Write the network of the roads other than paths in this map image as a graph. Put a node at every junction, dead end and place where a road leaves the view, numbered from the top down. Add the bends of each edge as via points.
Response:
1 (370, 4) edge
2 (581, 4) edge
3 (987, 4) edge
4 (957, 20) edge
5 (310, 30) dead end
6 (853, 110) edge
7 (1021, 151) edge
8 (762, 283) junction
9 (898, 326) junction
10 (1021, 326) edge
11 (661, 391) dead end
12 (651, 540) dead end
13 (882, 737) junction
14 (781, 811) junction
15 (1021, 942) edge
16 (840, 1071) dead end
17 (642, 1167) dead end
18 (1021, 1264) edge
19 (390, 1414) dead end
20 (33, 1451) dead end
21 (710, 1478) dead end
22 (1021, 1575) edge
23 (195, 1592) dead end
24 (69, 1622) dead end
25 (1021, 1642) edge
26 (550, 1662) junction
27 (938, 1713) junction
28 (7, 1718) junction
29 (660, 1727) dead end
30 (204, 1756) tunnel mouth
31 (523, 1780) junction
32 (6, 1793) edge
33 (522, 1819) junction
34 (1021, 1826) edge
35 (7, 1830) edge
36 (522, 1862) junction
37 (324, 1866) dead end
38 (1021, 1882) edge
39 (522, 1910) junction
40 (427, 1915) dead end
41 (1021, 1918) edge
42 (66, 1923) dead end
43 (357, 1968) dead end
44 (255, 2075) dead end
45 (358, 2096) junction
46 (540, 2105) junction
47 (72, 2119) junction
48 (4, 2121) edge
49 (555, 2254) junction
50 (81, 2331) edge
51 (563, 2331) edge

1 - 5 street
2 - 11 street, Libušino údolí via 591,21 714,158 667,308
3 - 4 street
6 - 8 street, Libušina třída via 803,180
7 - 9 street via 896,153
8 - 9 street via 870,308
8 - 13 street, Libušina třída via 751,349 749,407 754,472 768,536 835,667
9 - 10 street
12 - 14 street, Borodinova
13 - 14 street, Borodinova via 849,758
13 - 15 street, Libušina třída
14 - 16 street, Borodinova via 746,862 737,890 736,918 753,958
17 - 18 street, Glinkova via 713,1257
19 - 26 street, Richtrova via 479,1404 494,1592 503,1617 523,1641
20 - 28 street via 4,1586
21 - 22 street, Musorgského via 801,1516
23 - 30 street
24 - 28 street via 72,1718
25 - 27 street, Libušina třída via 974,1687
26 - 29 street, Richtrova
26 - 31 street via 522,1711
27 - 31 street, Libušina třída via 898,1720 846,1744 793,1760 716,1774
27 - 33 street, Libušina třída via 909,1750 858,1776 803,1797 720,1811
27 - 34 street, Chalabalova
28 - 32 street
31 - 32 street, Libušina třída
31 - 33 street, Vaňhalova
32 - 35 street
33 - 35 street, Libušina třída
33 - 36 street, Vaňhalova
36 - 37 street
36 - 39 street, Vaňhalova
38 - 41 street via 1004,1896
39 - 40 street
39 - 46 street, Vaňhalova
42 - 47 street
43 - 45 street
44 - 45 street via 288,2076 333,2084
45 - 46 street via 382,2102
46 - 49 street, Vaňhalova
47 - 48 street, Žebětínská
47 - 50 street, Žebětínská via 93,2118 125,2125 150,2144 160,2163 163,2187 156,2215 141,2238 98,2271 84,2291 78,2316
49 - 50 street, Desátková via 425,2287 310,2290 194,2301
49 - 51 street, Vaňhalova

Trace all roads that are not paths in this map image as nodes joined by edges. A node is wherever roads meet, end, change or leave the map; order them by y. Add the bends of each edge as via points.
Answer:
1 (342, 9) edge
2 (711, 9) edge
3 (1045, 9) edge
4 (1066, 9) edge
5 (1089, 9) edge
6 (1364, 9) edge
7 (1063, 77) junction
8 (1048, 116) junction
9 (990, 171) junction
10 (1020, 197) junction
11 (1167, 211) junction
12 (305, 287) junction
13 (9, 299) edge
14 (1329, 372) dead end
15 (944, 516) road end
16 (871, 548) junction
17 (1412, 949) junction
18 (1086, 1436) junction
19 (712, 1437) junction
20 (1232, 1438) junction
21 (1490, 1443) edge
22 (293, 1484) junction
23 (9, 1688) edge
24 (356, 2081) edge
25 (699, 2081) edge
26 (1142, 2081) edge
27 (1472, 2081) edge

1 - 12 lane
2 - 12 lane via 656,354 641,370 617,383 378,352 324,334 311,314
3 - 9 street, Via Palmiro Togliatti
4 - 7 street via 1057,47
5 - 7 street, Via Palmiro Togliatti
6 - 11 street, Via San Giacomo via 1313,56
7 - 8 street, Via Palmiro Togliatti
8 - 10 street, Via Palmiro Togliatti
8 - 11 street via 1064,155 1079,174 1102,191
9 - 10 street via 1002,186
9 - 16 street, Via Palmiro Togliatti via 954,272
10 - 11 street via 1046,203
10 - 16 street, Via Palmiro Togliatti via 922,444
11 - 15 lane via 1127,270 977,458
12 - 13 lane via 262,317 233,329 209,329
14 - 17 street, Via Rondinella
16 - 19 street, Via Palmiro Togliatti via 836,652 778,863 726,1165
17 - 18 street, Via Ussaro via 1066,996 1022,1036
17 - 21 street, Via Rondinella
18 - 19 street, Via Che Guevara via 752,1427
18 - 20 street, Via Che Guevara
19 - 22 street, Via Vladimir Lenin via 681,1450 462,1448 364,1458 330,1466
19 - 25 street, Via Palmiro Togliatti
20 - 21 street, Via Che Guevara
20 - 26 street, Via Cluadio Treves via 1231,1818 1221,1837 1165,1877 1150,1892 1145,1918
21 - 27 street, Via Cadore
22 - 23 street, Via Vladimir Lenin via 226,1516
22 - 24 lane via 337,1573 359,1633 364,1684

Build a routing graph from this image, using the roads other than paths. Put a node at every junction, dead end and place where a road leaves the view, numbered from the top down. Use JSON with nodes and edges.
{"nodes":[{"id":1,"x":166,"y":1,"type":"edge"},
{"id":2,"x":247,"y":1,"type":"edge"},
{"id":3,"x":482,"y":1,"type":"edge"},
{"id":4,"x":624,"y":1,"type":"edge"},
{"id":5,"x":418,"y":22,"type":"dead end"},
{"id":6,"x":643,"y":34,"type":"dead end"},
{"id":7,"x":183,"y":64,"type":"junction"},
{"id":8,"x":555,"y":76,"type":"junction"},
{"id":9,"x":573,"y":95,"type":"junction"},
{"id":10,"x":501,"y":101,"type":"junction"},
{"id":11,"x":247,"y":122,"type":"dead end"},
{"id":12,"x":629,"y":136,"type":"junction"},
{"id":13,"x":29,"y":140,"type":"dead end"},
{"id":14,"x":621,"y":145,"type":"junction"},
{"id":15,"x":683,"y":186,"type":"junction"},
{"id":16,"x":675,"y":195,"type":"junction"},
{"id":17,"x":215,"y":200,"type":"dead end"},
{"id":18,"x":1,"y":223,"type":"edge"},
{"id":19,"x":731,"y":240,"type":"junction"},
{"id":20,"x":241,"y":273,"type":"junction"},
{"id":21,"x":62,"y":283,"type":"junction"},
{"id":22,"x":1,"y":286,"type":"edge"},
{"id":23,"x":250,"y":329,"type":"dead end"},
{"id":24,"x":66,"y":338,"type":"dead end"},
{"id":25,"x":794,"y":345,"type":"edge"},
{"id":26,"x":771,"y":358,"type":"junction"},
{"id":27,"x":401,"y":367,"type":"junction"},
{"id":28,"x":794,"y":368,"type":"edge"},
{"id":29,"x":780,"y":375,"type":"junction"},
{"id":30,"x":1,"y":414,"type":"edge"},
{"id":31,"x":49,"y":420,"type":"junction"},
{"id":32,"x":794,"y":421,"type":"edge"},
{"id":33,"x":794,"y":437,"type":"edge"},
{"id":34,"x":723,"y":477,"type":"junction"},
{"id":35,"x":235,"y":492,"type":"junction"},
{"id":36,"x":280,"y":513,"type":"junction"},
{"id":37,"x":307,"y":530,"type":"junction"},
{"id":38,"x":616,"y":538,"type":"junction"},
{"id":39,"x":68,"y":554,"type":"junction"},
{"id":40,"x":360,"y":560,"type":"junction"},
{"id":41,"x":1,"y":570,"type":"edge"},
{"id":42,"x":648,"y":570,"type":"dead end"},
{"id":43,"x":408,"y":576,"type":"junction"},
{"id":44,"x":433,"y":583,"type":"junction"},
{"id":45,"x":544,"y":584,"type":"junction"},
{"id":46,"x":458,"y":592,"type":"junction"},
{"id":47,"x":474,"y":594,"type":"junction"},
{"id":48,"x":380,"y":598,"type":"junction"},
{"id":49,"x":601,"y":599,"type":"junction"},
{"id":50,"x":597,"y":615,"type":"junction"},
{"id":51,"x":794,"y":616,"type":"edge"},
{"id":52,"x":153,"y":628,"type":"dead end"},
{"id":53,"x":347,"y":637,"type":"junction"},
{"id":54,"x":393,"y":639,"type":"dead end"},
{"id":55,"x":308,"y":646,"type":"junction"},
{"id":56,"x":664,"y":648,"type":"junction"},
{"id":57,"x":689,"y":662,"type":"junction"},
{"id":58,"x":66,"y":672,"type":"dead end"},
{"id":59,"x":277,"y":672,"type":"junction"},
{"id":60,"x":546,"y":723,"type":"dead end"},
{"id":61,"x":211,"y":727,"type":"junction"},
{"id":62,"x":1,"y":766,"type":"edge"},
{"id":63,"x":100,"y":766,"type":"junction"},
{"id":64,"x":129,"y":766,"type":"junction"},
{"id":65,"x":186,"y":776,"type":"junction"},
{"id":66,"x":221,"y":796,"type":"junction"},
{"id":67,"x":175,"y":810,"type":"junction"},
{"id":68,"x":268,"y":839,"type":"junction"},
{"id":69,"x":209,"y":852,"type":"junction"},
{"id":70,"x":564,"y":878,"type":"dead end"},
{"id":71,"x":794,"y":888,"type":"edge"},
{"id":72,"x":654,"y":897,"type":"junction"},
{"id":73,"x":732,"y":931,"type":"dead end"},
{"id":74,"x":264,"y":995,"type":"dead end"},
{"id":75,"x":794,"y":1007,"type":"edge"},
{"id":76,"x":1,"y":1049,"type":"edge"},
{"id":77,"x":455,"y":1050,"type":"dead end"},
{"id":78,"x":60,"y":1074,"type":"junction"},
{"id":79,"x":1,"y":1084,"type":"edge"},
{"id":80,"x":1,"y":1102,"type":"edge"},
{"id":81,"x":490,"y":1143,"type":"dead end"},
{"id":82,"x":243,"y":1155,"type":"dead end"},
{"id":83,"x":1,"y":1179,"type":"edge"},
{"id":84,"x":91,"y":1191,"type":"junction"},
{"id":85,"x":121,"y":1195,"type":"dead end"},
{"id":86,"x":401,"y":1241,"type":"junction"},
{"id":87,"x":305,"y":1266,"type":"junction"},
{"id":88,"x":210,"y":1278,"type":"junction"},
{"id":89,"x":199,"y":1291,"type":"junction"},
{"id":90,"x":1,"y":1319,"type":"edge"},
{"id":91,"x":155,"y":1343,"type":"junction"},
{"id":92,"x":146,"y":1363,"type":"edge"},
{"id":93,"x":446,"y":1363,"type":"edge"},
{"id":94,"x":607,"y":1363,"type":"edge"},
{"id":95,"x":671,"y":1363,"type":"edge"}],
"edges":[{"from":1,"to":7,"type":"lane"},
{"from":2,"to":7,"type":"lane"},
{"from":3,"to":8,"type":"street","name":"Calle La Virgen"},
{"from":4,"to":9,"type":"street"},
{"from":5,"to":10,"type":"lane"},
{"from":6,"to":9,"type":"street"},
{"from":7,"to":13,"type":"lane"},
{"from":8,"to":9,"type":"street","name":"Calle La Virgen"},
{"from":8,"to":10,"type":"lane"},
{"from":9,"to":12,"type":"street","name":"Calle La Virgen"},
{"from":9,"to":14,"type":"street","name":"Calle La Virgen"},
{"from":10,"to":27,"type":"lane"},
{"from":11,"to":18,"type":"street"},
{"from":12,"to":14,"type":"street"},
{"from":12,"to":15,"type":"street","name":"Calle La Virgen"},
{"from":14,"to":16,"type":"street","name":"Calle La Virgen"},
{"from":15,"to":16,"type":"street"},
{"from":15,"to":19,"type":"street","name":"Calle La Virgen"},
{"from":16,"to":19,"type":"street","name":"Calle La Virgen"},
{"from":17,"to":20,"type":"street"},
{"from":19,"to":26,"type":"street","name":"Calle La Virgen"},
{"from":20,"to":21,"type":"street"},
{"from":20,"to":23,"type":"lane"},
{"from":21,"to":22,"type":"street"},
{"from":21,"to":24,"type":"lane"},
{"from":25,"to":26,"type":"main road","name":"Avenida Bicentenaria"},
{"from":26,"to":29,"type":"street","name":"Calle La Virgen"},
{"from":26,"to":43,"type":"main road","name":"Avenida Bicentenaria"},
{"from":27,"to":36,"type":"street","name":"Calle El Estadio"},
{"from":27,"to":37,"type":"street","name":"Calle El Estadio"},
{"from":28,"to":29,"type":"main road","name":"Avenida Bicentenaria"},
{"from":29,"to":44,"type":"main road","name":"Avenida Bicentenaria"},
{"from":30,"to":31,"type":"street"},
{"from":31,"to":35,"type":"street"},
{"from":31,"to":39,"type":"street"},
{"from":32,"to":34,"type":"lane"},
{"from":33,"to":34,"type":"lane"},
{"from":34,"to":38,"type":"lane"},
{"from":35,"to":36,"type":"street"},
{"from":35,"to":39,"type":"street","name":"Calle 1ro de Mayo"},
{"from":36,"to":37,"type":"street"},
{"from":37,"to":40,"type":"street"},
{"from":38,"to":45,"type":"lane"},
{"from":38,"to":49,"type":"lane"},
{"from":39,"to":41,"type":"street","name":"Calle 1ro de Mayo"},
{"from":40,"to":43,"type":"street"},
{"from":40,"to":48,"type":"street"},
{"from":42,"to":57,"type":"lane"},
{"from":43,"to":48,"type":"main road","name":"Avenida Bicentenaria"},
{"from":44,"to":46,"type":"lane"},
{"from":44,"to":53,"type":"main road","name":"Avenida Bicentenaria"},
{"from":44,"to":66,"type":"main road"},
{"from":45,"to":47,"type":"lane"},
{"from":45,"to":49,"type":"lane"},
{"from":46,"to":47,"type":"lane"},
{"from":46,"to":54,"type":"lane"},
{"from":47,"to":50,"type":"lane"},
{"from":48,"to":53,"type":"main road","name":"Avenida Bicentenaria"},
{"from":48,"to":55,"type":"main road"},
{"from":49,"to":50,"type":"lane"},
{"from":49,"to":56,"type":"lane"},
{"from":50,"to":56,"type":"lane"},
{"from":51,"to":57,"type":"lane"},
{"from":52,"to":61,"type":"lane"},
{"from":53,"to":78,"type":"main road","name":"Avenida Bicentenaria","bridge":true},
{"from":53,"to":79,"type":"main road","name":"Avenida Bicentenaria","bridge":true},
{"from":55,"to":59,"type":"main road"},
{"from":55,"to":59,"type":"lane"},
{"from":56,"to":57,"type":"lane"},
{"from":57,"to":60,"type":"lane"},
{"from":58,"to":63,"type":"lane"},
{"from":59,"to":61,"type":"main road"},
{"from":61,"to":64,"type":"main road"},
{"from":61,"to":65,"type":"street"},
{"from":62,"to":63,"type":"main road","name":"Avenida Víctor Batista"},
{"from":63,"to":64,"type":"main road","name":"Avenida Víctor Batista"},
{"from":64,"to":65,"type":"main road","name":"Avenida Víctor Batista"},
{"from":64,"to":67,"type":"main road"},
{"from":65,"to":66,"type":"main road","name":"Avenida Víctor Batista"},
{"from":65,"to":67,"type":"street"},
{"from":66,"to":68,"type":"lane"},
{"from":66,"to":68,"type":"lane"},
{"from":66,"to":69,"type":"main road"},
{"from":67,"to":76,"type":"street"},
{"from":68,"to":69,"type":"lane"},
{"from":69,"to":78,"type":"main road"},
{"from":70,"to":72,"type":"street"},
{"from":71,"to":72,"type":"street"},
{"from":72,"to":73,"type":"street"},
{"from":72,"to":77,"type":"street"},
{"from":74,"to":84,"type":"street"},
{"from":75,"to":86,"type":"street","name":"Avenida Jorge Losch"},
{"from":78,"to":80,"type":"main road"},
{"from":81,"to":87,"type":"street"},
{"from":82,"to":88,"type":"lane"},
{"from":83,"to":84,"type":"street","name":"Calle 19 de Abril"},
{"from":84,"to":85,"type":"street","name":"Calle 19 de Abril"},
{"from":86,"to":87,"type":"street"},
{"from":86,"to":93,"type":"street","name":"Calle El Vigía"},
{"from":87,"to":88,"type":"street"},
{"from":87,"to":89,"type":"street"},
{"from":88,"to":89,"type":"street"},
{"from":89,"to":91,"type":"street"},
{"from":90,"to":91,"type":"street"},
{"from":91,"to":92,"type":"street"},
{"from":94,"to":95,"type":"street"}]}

.....

> _TASK TO COMPLETE_: Look through the material and copy each line that has "down".

> _EXERCISE OUTPUT_:
Write the network of the roads other than paths in this map image as a graph. Put a node at every junction, dead end and place where a road leaves the view, numbered from the top down. Add the bends of each edge as via points.
Build a routing graph from this image, using the roads other than paths. Put a node at every junction, dead end and place where a road leaves the view, numbered from the top down. Use JSON with nodes and edges.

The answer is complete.